Se poi andiamo all’ultimo canto, la capacità di ideare similitudini che ci avvicinino alla rappresentazione dell’essenza del Dio trinitario diventa somma, e addirittura (la cosa in fondo dovrebbe piacere a Odifreddi) porta Dante-personaggio a fingere di aver visto tre cerchi perfettamente sovrapposti eppure distinti, e poi di interrogarsi su come la fisionomia umana poteva innestarsi (ma viene coniato un neologismo, «indovarsi») in quella circonferenza: siccome si tratta di voluti paradossi, Dante invoca uno dei grandi problemi matematici che anche lui sapeva essere irrisolvibile, la quadratura del cerchio. Perché quella di Dante, sino alla fine, è una ricerca poetica per rappresentare tutto il creato, nonché il Creatore, basandosi aristotelicamente sulla forza dell’intelletto, che solo a pochi versi dal termine cederà alla folgorazione mistica.
Ipotizzare che questo potentissimo modo di usare la poesia per conoscere il reale (o quella che Dante pensava fosse la realtà fisica e metafisica, ovviamente ben diversa dalla nostra) sia il frutto della contraffazione di due modesti ingegni come quelli di Iacopo e Pietro è di per sé ridicolo. È però anche la manifestazione di un atteggiamento da cui dobbiamo guardarci: quello di credere che una semplice lettura di un testo pluristratificato come quello di Dante basti a un interprete di oggi a capire tutto, mentre invece, senza una prioritaria verifica filologica e una successiva analisi stilistica ravvicinata, si rischia di non capire niente.

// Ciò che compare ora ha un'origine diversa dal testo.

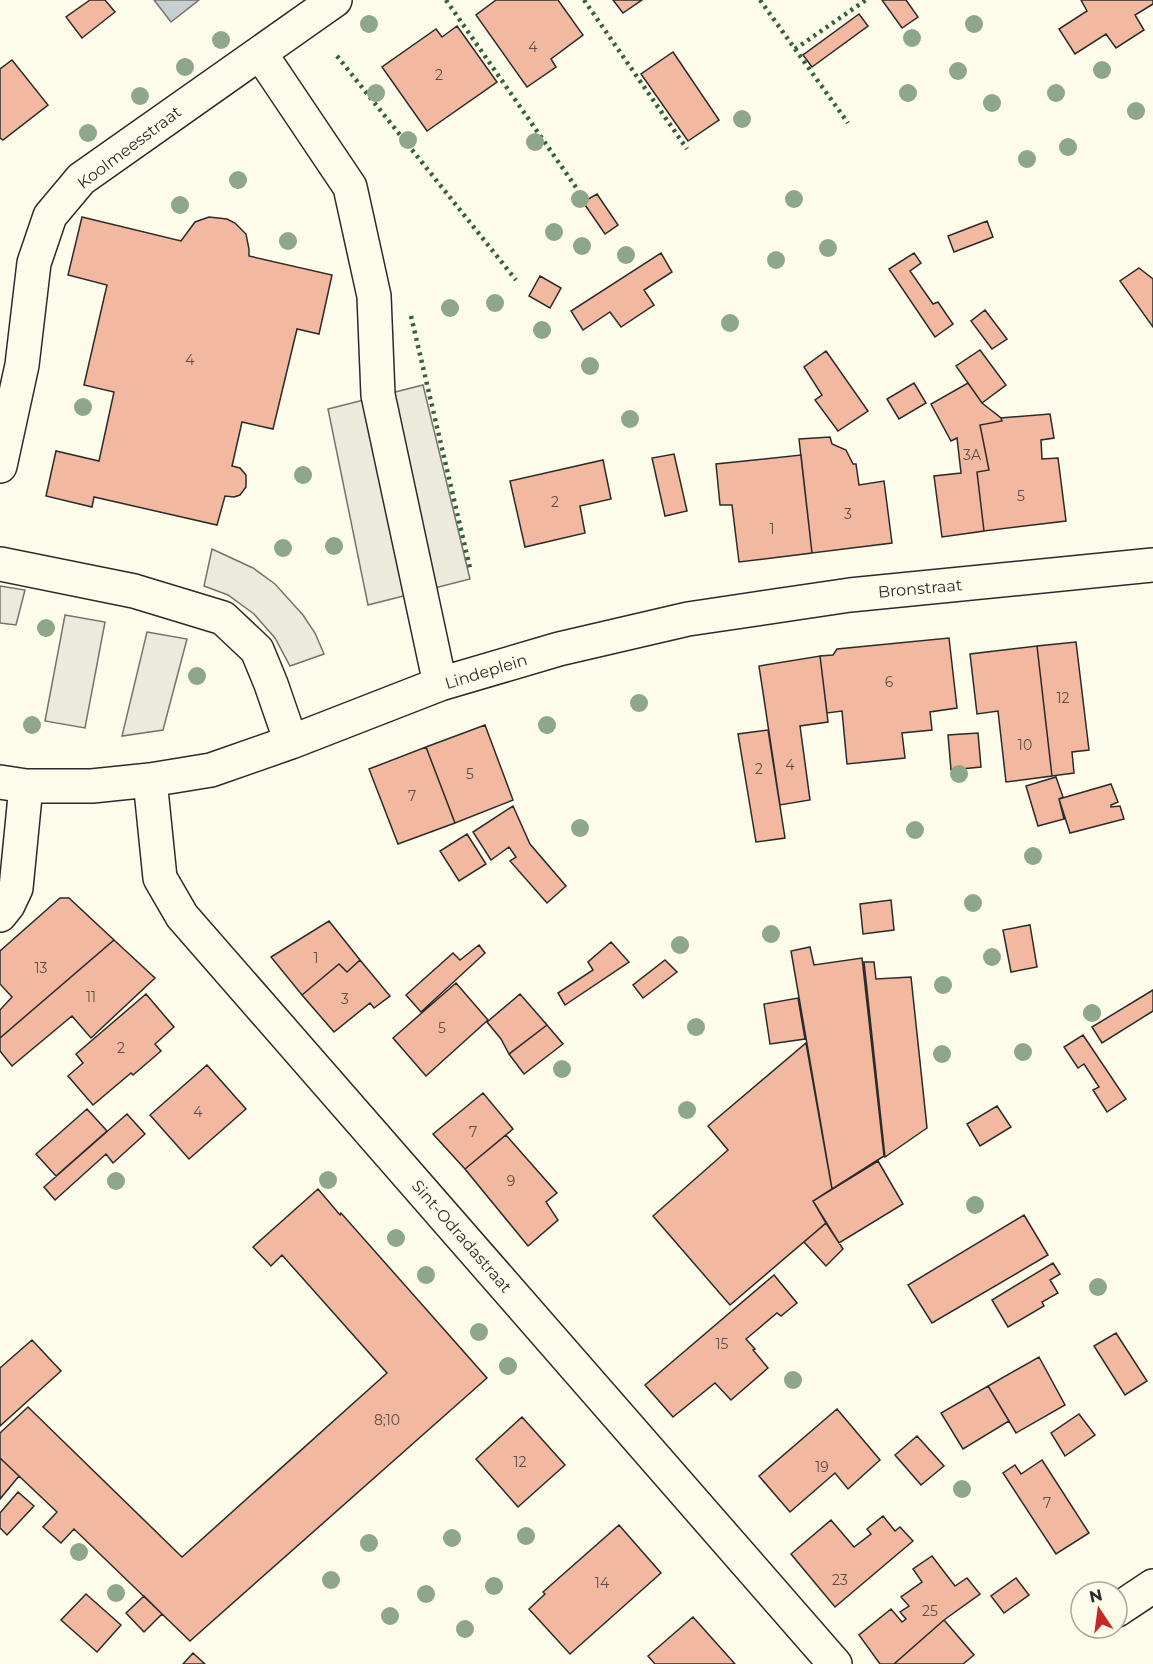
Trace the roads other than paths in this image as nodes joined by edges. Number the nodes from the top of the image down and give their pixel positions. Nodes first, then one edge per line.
1 (335, 0) edge
2 (260, 53) junction
3 (11, 358) edge
4 (0, 466) edge
5 (0, 564) edge
6 (1153, 565) edge
7 (688, 619) joint
8 (440, 684) junction
9 (291, 742) junction
10 (150, 780) junction
11 (13, 784) edge
12 (0, 915) edge
13 (1153, 1586) edge
14 (1129, 1602) edge
15 (836, 1664) edge

1 - 2 street, Koolmeesstraat
2 - 3 street, Koolmeesstraat
2 - 8 street
3 - 4 street, Koolmeesstraat
5 - 9 street
6 - 7 street, Bronstraat
7 - 8 street, Lindeplein
8 - 9 street, Lindeplein
9 - 10 street, Lindeplein
10 - 11 street, Lindeplein
10 - 15 street, Sint-Odradastraat
11 - 12 street
13 - 14 street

Questo non vuol dire che i contenuti dell’opera di Dante non possano essere riadattati, perché in fondo la Divina commedia è un grande spartito con tanti temi. Ad arricchire questo spartito collaborano pure le rielaborazioni intelligenti, per esempio le illustrazioni o i video o le messinscena. La capacità mitopoietica della Divina commedia si basa su contenuti formati, che s’imprimono nella mente e però chiedono un completamento, dato che spesso sono del tutto ellittici: quanto di più avremmo voluto sapere su Francesca da Rimini e quanto abbiamo aggiunto nel corso dei secoli! Ma le elaborazioni stilistiche valgono persino riguardo alla materia più bassa: «Ed elli avea del cul fatto trombetta» è corporeità stilizzata, è un perfetto endecasillabo adattato alla situazione narrativa, non una battuta del Pierino di Alvaro Vitali.

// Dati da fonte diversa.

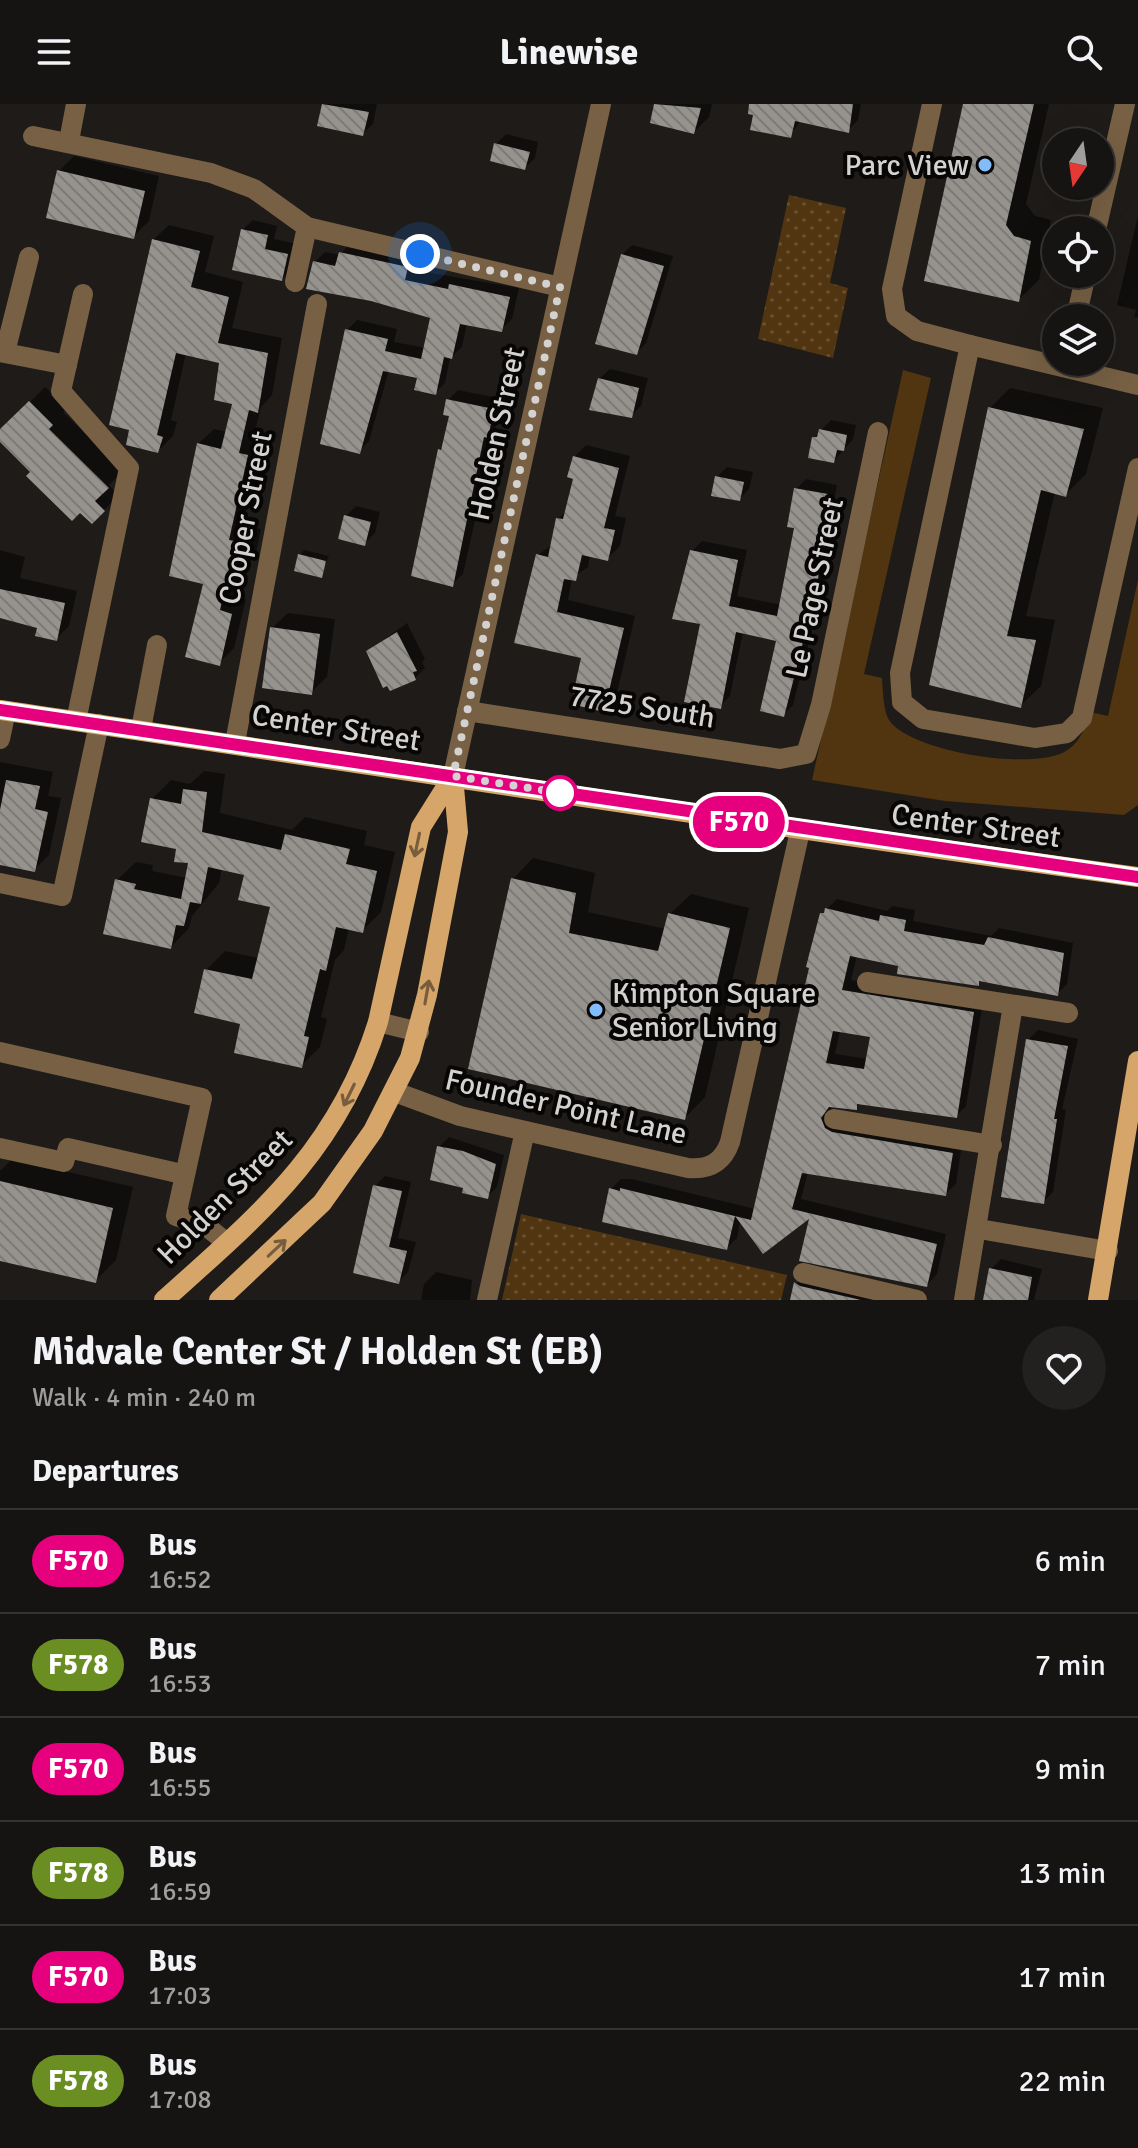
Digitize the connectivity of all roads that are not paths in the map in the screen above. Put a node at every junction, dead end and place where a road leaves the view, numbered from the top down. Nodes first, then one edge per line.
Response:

Purtroppo, adesso sembra che, di Dante, contino solo gli slogan, più o meno arbitrariamente estrapolati dalle sue opere, oppure la biografia, di cui siamo destinati a sapere pochissimo rispetto a quello che vorremmo (senza contare che alcune biografie introducono più errori e forzature che non notizie corrette: basti guardare, per questo, quella di Paolo Pellegrini, già autore di presunti scoop danteschi, pubblicata da Einaudi nel marzo 2021). Invece, bisognerebbe soffermarsi anche solo su pochi versi della Divina commedia, oppure della Vita nova o delle rime come la terribile Così nel mio parlar voglio esser aspro, per capirne la densità e la ricchezza: e per non poter nemmeno più sognarsi di sognare che a finire il Paradiso siano stati i figli.